Santidade, segundo Igino Giordani
(1) é ‘estar a caminho’. Esse ‘estar a caminho’
nos leva de encontro a nossa humanidade, a nossa experiência cotidiana de
existir, de estar em relação. É um constante recomeçar, um cair e levantar-se
que, à medida que o experienciamos no amor, nos humanizamos e nos tornamos
aptos à santidade. Giordani nos revela em seu livro ‘Diário de Fogo’(1986), que
‘separar-se do mundo não significa separar-se dos homens (...); os homens são
imagem de Cristo, teus irmãos resgatados por meio de um único sangue, de tal
forma que separar-se deles equivale a renegar o parentesco divino (...)’. E
revela ainda em outro escrito que ‘a
santidade não é um fenômeno arcaico, reservado aos claustros (...), é o fato
central da nossa experiência, do nosso tempo. (...) descobri a santidade no
nosso meio’. Creio, portanto, que podemos sim, nos santificar na medida em
que nos humanizamos nas relações, pois, estar em profunda relação é fazer
brotar o divino no ‘entre’ dessa relação, a santidade no nosso meio.

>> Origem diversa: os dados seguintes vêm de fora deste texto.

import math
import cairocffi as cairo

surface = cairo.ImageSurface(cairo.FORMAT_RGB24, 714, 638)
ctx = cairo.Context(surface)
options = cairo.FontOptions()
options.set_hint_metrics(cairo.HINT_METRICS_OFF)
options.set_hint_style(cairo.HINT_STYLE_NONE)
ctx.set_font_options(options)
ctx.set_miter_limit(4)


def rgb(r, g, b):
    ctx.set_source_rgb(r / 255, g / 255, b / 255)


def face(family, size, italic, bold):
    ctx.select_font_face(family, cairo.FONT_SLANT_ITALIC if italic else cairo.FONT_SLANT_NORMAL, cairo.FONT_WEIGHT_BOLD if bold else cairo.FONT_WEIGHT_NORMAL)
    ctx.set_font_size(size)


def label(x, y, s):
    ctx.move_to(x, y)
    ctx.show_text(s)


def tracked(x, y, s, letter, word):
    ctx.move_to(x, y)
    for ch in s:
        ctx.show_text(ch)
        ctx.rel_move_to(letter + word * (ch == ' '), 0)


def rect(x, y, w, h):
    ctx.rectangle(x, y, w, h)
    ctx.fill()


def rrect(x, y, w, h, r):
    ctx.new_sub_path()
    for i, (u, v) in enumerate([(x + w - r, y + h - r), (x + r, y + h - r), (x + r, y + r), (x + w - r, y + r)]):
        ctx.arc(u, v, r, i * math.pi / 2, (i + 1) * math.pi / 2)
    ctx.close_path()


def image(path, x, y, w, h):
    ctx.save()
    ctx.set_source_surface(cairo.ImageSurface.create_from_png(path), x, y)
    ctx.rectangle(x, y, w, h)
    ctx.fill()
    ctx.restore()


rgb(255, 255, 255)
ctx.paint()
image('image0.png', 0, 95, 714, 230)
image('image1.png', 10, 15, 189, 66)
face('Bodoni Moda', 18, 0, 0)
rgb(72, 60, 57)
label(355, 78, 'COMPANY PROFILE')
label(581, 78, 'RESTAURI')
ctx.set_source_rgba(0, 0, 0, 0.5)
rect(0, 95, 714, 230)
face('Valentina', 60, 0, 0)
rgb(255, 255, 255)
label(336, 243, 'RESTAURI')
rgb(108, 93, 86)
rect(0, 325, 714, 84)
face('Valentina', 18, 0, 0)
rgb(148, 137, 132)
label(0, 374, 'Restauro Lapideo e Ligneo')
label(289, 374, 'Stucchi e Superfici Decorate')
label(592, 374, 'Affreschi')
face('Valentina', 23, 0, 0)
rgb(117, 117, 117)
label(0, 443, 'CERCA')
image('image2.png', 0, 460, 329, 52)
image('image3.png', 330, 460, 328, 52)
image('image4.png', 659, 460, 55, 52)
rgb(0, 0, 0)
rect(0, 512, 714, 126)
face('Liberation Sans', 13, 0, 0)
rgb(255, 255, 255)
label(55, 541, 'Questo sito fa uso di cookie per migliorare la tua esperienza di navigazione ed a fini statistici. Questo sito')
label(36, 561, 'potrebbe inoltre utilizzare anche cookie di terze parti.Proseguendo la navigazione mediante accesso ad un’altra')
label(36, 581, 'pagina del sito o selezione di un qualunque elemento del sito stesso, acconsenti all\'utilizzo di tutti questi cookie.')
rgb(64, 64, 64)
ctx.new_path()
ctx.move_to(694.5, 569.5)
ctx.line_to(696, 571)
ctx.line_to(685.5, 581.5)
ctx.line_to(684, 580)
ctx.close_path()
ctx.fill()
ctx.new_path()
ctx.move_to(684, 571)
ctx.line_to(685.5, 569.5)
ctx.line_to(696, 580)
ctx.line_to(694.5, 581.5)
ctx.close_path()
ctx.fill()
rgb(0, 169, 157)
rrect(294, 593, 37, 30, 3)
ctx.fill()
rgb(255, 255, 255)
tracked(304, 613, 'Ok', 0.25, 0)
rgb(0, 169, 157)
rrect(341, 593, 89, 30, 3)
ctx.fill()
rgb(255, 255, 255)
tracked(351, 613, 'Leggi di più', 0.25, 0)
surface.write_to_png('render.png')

Humanidade e santidade não são
opostos. São interstícios que se complementam, ou seja, que se utilizam do
vazio, do espaço deixado entre um e Outro para ser, através do seu existir. São
partes de um mesmo organismo, de um mesmo ser-no-mundo. Partículas indivisíveis
de um mesmo corpo que, na medida em que se autoregula experimenta em seu
existir a plenitude de um ser completo, uma totalidade de corpo-mente-espírito.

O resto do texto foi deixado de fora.